First World technology enables Third World development
In Hungry Niger, Cell Phones Bring Down Food Prices
Markets work better not only within economic justice but also when participants are better informed. We trim this 2008 article from Center for Global Development and circulated by OneWorld on October 30. The author is a post-doctoral fellow at the Center for Global Development.
By Jenny AkerCell phones are quickly transforming markets in low-income countries. The effect is particularly dramatic in rural areas of sub-Saharan Africa, where cell phones often represent the first development in telecommunications infrastructure. The twelve million residents of Niger, a landlocked country in West Africa, had 20,000 landlines-an estimated 2 landlines per 1,000 people when mobile phones were first introduced in 2001. Now Niger has almost 400,000 cell phone subscribers. Although the country still has the lowest rate of cell phone adoption in sub-Saharan Africa, cell phone coverage has had important implications for grain markets and hence welfare in the country.
With an estimated 85 percent of its population living on less than two dollars a day, Niger is one of the poorest countries in the world. The majority of Nigeriens are rural subsistence farmers, who depend upon rainfed agriculture as their main source of income. Grains (primarily millet) are dietary staples, accounting for over 75 percent of rural households' caloric consumption. These commodities are transported from farmers to consumers through an extensive system of markets that run the length of the country, which is roughly three times the size of California.
As grain markets occur only once per week, traders have historically traveled long distances to markets to obtain market information. This not only requires the cost of travel, but also the opportunity costs of traders' time. Between 2001 and 2006, however, cell phone service was phased in throughout the country, providing an alternative and cheaper search technology to grain traders, farmers, and consumers. In theory, then, cell phones should have reduced traders' search costs, thereby allowing them to search over a larger number of markets and to search more quickly.
This fact is supported by reports of the grain traders themselves. A grain trader in Magaria, Niger, stated, "[With a cell phone], in record time, I have all sorts of information from markets near and far." Another grain trader in Zinder, Niger, explained, "[Now] I know the price for two dollars, rather than traveling [to the market], which costs $20."
The introduction of cell phone towers in Niger has reduced differences in grain prices across markets by 20 percent and the intra-annual variation of grain prices by 12 percent.
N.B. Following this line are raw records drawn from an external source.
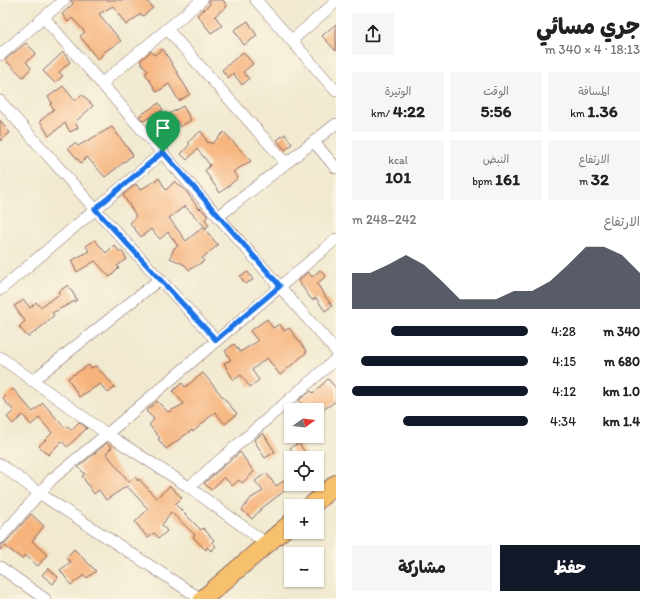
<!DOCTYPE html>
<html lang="ar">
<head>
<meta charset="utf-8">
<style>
  :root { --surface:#fff; --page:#f6f6f6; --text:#222; --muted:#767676; --accent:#111827 }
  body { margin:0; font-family:Itim,"Playpen Sans Arabic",sans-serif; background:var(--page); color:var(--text); direction:rtl; height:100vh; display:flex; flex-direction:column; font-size:15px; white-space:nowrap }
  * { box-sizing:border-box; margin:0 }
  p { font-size:13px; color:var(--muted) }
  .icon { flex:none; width:22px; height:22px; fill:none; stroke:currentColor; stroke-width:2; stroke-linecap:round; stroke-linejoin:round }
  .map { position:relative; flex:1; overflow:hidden; direction:ltr }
  .details { display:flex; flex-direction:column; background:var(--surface); width:320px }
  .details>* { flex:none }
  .needle { width:26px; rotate:75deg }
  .fabs { position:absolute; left:284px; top:403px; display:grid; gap:8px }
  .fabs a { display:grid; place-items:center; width:40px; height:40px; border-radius:0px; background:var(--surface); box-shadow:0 1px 3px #0004; font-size:20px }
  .pin { position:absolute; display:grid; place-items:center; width:34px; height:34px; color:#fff; margin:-41px -17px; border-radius:50% 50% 50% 0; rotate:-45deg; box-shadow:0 0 4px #0007 }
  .pin .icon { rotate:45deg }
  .round { display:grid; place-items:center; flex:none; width:42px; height:42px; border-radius:0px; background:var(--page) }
  .headline { display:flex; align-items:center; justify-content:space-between; height:68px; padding:0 16px }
  h1 { font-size:22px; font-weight:800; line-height:30px }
  .figures { display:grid; grid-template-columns:repeat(3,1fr); gap:6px; height:68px; padding:4px 16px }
  .figures div { display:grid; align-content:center; border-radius:0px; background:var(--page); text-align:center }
  .figures b { font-size:17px; font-weight:800 }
  .figures small { font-size:11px; font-weight:400 }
  .figures p { font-size:11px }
  .chart { height:112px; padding:8px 16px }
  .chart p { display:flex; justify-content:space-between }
  .chart svg { width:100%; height:72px; margin-top:4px; fill:var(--accent); opacity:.7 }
  .button { display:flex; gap:8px; margin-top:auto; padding:8px 16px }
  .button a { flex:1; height:46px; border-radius:0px; background:var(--accent); color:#fff; font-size:16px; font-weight:800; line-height:46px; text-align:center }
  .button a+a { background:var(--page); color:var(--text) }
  ul { padding:0 16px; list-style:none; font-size:13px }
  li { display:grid; grid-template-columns:64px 48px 1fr; align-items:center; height:30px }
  li i { height:10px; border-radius:5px; background:var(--accent) }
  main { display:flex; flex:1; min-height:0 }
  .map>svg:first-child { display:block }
</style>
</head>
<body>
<main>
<section class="details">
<div class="headline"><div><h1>جري مسائي</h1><p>18:13 · 4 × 340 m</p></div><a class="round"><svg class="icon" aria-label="share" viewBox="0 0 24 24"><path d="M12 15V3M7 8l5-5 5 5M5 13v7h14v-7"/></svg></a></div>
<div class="figures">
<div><p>المسافة</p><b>1.36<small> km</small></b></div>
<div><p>الوقت</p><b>5:56</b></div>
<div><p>الوتيرة</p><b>4:22<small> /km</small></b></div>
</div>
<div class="figures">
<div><p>الارتفاع</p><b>32<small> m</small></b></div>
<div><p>النبض</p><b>161<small> bpm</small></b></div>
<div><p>kcal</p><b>101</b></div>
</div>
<div class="chart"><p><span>الارتفاع</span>242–248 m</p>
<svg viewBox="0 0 160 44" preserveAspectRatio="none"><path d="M0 44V22L10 22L20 17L30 11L40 17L50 27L60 38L70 38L80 38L90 33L100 33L110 27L120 17L130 6L140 6L150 11L160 22V44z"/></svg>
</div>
<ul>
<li><b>340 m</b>4:28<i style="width:78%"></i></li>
<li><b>680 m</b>4:15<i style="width:95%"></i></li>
<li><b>1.0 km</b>4:12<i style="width:100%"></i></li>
<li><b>1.4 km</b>4:34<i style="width:71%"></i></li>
</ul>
<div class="button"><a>حفظ</a><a>مشاركة</a></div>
</section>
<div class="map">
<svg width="336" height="599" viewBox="0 0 336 599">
  <rect width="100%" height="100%" fill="#fcf5e5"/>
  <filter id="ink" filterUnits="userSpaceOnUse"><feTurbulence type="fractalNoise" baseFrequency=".025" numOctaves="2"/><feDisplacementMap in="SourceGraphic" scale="8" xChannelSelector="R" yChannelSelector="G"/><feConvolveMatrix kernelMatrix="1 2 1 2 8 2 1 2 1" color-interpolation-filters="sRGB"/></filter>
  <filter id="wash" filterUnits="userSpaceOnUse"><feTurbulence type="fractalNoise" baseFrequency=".012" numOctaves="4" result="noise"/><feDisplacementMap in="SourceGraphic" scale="16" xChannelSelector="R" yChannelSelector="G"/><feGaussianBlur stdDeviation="0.9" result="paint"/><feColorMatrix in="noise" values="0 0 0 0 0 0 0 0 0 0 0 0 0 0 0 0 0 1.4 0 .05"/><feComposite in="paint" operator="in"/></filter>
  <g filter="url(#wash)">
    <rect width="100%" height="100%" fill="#f1ead0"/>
    <g id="blocks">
      <!-- building -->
      <path fill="#f6b37c" d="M71,0H146L153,8L143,16L141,14L126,25L113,6L99,14L121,41L104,52L98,60L80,36L85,32L72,18L68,22L62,14L73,4Z
        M209,0H223L227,6L215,16L222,26L211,33L197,15L210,4Z
        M248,21L257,36L244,45L234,30Z
        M336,24V51L322,36Z
        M26,43L36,53L26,62L31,68L23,77L5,60Z
        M163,49L190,94L179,101L169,84L157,92L145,73L148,71L140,61L151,51L154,55Z
        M63,52L70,62L59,72L63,76L55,83L43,71Z
        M243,52L253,64L243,72L249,79L242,85L233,73L228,78L222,70Z
        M63,86L75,101L82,94L93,106L75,122L78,128L70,132L65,123L49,136L40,121L54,109L50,105L52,103L48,97Z
        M159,103L163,110L143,121L139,116Z
        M183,106L191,120L180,127L177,121L166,126L162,118Z
        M0,120L10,133L0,141Z
        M112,127L133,155L105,177L87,157L81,163L68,148L75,143L78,146Z
        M201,131L208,143L210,142L212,144L224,132L251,161L233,172L238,178L220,193L205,171L210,165L197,149L187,160L181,154L190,144L188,142Z
        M285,134L292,144L285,150L277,140Z
        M159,178L166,190L175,181L186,191L199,209L200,208L208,216L205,219L209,225L206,228L185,206L169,218L186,241L203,227L218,245L202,258L204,261L189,270L185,265L170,258L174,248L178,246L168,232L160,239L151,229L141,237L130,223L136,216L123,195L136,184L140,190Z
        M95,240L106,253L114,245L120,252L121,250L127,259L117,266L119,268L110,277L95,261L77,272L71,261L89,251L86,246Z
        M320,270L326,276L317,284L332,306L325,311L316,298L312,300L298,281L308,272L312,277Z
        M248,272L253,280L245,284L240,276Z
        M68,285L77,300L52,313L54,315L45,324L28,337L19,327L25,321L14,306L24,300L30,308L36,302L40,307L60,294L58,292Z
        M267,319L273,328L280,324L284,331L289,328L307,352L280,375L267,358L252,370L259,380L250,387L241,375L234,380L228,371L224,363L231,360L225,351L234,344L240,352L258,341L250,331Z
        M89,365L91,368L96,366L115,387L108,393L100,384L79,397L68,378Z
        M203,373L237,414L225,424L215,412L193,432L192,430L166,449L158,439L160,438L149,425L154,419L146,411L157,401L168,412L184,404L173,391L182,383L185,387Z
        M328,379L336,388V401L317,414V410H306L299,400L311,391L313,393Z
        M13,389L33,412L43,403L65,428L68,426L71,430L79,422L87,428L67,447L62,441L48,455L39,446L52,433L39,418L31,425L23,415L13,424L7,417L14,411L3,399Z
        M263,433L275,452L265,458L254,440Z
        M107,443L112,447L106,453L129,482L135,477L138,481L139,479L156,498L170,486L182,498L175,504L201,530L203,528L214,540L212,542L216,546L211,551L207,547L206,550L193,537L195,535L171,512L162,525L167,531L159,538L154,533L148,538L135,522L148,509L127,486L106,500L99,490L94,494L82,476L85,474L78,467Z
        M299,443L306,454L300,458H296L290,448Z
        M240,452L254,472L242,483L239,480L232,486L224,477L211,490L204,483Z
        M266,473L276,486L291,476V486L262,508L252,519L242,510L251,498L263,491L255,481Z
        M31,514L44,526L32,541L47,555L38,566L25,555L22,559L5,546L0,550V545L5,543Z
        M74,549L96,571L87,578L84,575L71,585L60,570L71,562L66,558Z
        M48,568L58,577L53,584L42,575Z"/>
    </g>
  </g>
  <g filter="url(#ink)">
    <use href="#blocks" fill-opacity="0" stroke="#846665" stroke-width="1"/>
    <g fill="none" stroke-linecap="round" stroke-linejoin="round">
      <!-- minor casing -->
      <g stroke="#846665" stroke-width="12">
        <path id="minor" d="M256,0L336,91
          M44,18L336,351
          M167,29L286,163
          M292,40L336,2
          M0,55L64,0
          M102,83L202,0
          M0,101L95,209L216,340
          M314,142L336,168
          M219,216L336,124
          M0,290L163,152
          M0,357L107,434L189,487L267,544
          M32,381L160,279
          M0,464L39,493L201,599
          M189,487L336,359
          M0,538L52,479L107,434L336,239
          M0,567L45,599"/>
      </g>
      <!-- trunk casing -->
      <g stroke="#846665" stroke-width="20">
        <path id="trunk" d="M311,506L336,484
          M203,599L291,523"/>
      </g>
      <!-- minor -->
      <use href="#minor" stroke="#fff" stroke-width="11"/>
      <!-- trunk -->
      <use href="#trunk" stroke="#f7c06c" stroke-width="18"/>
    </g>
  </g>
  <g fill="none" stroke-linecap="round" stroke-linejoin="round" filter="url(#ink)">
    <!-- route casing -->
    <g stroke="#fff" stroke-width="8">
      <path id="route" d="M163,152L280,286L216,340L95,209Z"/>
    </g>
    <!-- route -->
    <use href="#route" stroke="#1a73e8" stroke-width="5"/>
  </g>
</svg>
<div class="fabs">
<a><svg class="needle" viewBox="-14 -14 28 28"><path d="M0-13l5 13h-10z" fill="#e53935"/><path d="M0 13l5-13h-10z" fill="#767676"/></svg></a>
<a><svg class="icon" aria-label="locate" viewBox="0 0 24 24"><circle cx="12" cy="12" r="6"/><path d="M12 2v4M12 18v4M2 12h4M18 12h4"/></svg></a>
<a>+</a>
<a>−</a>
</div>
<div class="pin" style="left:163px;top:152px;background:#1e9e55"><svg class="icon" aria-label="arrive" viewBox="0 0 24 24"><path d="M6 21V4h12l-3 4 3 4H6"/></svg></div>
</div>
</main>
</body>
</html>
Cell phones have had a greater impact on price dispersion for markets that are farther away, and for those that are linked by poor-quality roads. This effect has also intensified over time: the reduction in inter-market price dispersion has increased as a higher percentage of markets have cell phone coverage.
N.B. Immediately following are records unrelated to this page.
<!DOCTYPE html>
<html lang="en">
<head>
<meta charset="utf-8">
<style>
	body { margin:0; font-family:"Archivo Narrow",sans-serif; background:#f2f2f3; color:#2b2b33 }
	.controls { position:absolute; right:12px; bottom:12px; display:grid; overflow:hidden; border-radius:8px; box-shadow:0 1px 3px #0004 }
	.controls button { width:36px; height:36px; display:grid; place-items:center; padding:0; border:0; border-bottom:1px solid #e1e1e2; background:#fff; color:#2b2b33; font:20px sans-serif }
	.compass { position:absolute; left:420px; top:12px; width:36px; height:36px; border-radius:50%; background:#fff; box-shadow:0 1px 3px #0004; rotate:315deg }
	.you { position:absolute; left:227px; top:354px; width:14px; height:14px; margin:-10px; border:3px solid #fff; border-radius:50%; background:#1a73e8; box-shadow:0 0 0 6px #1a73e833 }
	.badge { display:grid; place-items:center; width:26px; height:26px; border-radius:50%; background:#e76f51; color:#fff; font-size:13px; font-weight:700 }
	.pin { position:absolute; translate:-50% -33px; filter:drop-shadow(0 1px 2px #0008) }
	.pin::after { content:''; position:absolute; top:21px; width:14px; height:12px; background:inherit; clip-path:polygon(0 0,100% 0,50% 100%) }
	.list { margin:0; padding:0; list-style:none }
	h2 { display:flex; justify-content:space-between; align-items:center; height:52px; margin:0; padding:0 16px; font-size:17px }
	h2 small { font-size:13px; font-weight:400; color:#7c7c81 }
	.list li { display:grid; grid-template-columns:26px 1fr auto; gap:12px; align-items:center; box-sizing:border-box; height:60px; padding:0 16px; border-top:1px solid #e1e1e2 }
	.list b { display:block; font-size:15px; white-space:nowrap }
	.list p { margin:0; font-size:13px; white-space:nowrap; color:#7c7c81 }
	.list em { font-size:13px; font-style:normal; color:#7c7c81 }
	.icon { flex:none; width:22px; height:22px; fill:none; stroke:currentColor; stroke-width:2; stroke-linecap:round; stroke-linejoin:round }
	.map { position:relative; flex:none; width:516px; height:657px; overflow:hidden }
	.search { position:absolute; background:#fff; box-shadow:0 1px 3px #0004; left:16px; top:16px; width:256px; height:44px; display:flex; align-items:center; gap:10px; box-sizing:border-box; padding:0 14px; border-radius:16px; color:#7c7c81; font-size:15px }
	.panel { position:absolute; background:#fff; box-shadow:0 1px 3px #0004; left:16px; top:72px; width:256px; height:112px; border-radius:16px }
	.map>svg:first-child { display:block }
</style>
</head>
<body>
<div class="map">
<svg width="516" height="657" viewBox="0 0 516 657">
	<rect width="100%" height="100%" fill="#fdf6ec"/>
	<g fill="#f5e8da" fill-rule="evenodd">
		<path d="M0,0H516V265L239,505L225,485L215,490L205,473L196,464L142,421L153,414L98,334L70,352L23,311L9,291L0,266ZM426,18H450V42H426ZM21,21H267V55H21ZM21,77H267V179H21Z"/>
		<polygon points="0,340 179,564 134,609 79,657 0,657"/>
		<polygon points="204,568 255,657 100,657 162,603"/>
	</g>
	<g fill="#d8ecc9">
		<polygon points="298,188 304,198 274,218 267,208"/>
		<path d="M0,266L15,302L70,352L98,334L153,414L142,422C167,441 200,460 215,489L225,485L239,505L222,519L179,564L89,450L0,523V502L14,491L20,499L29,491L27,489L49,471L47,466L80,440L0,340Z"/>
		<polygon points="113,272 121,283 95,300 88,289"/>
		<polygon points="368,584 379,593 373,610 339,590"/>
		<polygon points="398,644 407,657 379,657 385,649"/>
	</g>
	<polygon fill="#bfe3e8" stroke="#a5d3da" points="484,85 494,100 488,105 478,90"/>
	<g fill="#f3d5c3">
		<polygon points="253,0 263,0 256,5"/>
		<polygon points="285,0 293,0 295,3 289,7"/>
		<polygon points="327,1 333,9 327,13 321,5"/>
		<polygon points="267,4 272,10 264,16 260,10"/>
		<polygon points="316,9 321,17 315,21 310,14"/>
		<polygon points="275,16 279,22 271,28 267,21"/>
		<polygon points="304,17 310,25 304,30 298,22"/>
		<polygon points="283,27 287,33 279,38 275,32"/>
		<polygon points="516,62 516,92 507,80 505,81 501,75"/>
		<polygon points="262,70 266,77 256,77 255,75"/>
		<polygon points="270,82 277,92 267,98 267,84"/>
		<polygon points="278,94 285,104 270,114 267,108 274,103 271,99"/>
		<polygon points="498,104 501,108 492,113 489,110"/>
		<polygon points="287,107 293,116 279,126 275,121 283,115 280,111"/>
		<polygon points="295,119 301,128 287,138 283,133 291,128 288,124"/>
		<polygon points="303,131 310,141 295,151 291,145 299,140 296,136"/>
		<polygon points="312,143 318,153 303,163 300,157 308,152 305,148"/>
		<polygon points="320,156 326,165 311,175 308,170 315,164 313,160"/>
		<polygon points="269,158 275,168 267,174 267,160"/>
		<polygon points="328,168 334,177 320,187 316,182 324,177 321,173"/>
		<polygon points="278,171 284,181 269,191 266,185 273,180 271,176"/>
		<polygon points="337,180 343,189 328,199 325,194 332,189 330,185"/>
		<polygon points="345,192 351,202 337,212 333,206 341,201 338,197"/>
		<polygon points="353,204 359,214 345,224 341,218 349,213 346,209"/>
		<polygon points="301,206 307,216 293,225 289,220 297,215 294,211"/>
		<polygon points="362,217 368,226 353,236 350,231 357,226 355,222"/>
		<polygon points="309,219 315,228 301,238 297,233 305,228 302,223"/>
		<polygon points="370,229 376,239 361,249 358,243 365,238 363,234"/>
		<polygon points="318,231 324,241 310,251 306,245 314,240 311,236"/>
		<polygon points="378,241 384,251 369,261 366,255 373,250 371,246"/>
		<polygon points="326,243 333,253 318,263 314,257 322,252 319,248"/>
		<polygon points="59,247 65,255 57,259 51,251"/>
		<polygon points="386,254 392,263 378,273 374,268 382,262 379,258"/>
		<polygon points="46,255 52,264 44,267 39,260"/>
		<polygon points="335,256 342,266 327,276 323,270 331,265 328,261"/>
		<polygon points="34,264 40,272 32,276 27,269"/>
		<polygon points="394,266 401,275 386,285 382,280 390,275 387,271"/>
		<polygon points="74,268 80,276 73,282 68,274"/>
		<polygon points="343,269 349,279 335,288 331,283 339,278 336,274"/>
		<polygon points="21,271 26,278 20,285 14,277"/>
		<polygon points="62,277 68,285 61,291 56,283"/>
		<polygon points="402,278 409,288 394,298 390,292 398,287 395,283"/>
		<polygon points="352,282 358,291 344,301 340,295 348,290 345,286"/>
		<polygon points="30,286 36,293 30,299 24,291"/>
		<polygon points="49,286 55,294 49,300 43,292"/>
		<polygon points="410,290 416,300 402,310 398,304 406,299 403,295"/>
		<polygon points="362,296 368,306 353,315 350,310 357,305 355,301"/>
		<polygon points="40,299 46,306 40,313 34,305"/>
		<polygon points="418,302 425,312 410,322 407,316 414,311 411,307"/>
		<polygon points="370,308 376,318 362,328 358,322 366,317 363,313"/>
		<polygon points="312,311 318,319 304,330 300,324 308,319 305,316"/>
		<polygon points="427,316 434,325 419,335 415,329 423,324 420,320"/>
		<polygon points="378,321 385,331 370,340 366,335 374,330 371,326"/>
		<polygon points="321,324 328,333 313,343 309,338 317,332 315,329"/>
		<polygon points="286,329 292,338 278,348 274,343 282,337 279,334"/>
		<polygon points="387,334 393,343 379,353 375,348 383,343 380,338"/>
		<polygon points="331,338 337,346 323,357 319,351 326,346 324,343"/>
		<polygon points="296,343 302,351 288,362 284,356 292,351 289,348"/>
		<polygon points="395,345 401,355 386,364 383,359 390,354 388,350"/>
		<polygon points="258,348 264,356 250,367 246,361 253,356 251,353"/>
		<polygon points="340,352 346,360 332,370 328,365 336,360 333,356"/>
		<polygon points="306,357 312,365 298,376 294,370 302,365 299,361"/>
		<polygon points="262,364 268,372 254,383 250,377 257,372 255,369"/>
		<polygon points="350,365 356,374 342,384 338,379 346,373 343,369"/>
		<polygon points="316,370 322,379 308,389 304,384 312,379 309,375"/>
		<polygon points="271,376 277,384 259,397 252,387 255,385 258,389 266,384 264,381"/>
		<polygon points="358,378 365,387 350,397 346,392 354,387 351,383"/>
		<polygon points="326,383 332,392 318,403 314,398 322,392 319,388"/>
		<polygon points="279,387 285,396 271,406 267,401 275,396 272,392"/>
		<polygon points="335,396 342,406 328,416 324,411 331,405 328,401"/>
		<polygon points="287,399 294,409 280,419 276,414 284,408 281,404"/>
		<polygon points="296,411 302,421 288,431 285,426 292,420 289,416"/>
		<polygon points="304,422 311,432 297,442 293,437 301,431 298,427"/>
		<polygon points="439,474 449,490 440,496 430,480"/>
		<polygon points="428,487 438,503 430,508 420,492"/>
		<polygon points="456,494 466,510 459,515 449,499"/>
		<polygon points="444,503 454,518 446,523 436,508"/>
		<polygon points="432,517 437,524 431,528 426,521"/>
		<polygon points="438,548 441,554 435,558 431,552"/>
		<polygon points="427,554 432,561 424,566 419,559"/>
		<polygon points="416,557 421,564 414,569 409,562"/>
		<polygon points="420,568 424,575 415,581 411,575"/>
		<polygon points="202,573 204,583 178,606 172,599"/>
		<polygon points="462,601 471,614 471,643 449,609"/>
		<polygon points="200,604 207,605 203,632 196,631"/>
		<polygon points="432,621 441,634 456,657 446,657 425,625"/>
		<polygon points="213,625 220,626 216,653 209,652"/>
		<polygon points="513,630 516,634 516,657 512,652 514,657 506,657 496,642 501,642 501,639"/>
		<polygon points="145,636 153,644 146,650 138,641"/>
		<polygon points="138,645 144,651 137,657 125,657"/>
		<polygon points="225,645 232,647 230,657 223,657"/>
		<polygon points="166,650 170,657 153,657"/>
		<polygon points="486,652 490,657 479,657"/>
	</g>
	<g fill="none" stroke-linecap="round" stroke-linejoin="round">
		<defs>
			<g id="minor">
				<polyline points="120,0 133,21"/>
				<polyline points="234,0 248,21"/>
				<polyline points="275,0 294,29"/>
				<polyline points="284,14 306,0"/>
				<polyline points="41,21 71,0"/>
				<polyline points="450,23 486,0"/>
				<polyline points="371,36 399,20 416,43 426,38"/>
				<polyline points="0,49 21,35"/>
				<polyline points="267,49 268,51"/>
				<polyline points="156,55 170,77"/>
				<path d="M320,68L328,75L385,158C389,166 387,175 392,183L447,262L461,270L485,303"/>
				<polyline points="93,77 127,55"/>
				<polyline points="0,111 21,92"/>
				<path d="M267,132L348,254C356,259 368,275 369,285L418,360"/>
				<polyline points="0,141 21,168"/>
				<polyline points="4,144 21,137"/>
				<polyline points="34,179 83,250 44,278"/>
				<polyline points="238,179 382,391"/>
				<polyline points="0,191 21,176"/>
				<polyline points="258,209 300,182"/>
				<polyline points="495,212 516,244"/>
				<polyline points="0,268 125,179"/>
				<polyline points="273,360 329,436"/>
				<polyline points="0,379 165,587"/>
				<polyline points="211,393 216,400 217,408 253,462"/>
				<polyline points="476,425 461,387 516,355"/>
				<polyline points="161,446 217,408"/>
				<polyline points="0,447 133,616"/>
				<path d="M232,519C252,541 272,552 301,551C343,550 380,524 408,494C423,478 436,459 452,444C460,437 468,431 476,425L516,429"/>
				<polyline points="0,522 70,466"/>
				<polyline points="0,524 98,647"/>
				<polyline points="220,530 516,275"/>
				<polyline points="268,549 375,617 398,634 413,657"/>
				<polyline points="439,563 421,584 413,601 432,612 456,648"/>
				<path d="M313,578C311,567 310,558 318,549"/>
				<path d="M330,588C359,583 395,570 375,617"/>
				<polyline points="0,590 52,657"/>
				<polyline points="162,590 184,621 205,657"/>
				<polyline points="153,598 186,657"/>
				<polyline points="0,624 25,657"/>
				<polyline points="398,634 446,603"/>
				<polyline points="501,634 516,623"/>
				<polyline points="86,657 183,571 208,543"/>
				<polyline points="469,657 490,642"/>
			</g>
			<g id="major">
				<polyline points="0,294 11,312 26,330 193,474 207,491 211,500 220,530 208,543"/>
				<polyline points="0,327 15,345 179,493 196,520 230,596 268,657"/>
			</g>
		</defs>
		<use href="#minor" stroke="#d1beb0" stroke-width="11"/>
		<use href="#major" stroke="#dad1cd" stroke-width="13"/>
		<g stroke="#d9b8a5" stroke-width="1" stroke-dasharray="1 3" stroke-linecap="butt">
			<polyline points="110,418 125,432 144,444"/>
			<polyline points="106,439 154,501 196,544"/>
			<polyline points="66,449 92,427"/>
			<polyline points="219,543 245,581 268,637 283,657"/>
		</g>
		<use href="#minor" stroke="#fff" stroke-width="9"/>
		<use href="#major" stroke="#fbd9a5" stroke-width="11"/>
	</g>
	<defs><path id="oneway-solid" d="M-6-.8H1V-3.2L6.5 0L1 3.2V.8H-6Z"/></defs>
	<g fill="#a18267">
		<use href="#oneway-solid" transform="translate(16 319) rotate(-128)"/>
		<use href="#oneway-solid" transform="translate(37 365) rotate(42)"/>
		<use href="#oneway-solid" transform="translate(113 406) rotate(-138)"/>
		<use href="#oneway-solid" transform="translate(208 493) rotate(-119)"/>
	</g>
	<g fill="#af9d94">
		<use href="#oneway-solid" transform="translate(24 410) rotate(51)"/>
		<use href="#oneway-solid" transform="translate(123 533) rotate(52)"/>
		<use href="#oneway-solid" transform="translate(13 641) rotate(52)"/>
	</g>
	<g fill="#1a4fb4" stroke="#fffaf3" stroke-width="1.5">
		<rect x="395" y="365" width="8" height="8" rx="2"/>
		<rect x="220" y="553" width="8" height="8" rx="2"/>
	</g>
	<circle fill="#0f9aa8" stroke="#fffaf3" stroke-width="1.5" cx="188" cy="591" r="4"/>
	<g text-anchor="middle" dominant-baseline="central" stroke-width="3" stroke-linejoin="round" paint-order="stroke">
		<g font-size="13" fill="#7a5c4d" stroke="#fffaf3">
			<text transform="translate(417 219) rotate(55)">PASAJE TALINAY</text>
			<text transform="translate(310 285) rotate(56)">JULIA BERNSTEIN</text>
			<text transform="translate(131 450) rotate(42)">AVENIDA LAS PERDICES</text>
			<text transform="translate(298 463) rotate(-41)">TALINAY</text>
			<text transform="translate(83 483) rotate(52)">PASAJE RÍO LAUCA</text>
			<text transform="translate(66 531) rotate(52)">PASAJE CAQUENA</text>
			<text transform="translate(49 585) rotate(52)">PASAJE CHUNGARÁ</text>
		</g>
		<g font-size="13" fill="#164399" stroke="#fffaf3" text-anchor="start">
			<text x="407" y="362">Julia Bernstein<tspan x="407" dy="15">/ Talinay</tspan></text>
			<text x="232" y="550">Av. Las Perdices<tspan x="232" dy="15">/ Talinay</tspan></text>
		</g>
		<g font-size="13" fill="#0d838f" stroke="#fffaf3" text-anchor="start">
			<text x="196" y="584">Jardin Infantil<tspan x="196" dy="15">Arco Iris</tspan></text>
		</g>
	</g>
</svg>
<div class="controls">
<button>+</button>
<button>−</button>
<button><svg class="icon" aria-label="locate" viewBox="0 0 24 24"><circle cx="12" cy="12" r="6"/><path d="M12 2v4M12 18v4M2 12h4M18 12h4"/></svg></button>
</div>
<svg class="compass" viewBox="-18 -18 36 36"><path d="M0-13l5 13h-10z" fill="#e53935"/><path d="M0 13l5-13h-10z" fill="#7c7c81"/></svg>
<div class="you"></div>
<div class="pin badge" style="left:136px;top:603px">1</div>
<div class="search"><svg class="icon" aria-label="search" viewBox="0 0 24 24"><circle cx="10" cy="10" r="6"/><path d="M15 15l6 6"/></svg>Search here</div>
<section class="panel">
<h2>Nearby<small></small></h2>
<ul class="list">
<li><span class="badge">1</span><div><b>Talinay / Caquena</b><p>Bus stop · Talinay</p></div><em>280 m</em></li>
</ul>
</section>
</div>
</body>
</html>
Why would cell phones lead to a reduction in price differences across markets? Since cell phones reduced traders' search costs by 50 percent, they were able to change their marketing behavior. By 2006, grain traders operating in cell phone markets searched over a greater number of markets, had more market contacts , and did business in more markets as compared to their counterparts without cell phones. This suggests that traders in cell phone markets were better able to respond to surpluses and shortages, thereby allocating grains more efficiently across markets and dampening the price differences.
Did cell phones only help the traders? Not necessarily. Between 2001 and 2006, cell phones were associated with a 3.5 percent reduction in average consumer grain prices, as well as an increase in traders' profits. Holding all else equal, this would have enabled rural households to purchase an additional five to ten days' worth of grain per year. In 2005 -- the year that Niger experienced a severe food crisis -- cell phone markets in food crisis regions had relatively lower consumer grain prices. This suggests that the presence of cell phone towers could have averted a worse food crisis. Since a majority of rural households in Niger are net consumers, lower consumer prices suggest that people were better off.
Robert Jensen found that the introduction of cell phones in 1997 increased fishermen's profits by 8 percent and decreased consumer prices by 4 percent in Kerala, India.
It's the "I"-not just the "IT." Access to information is crucial for ensuring that farmers, traders and consumers can engage in optimal arbitrage - in other words, buying and selling goods when and where it's needed most. This, in turn, improves market performance, which increases welfare.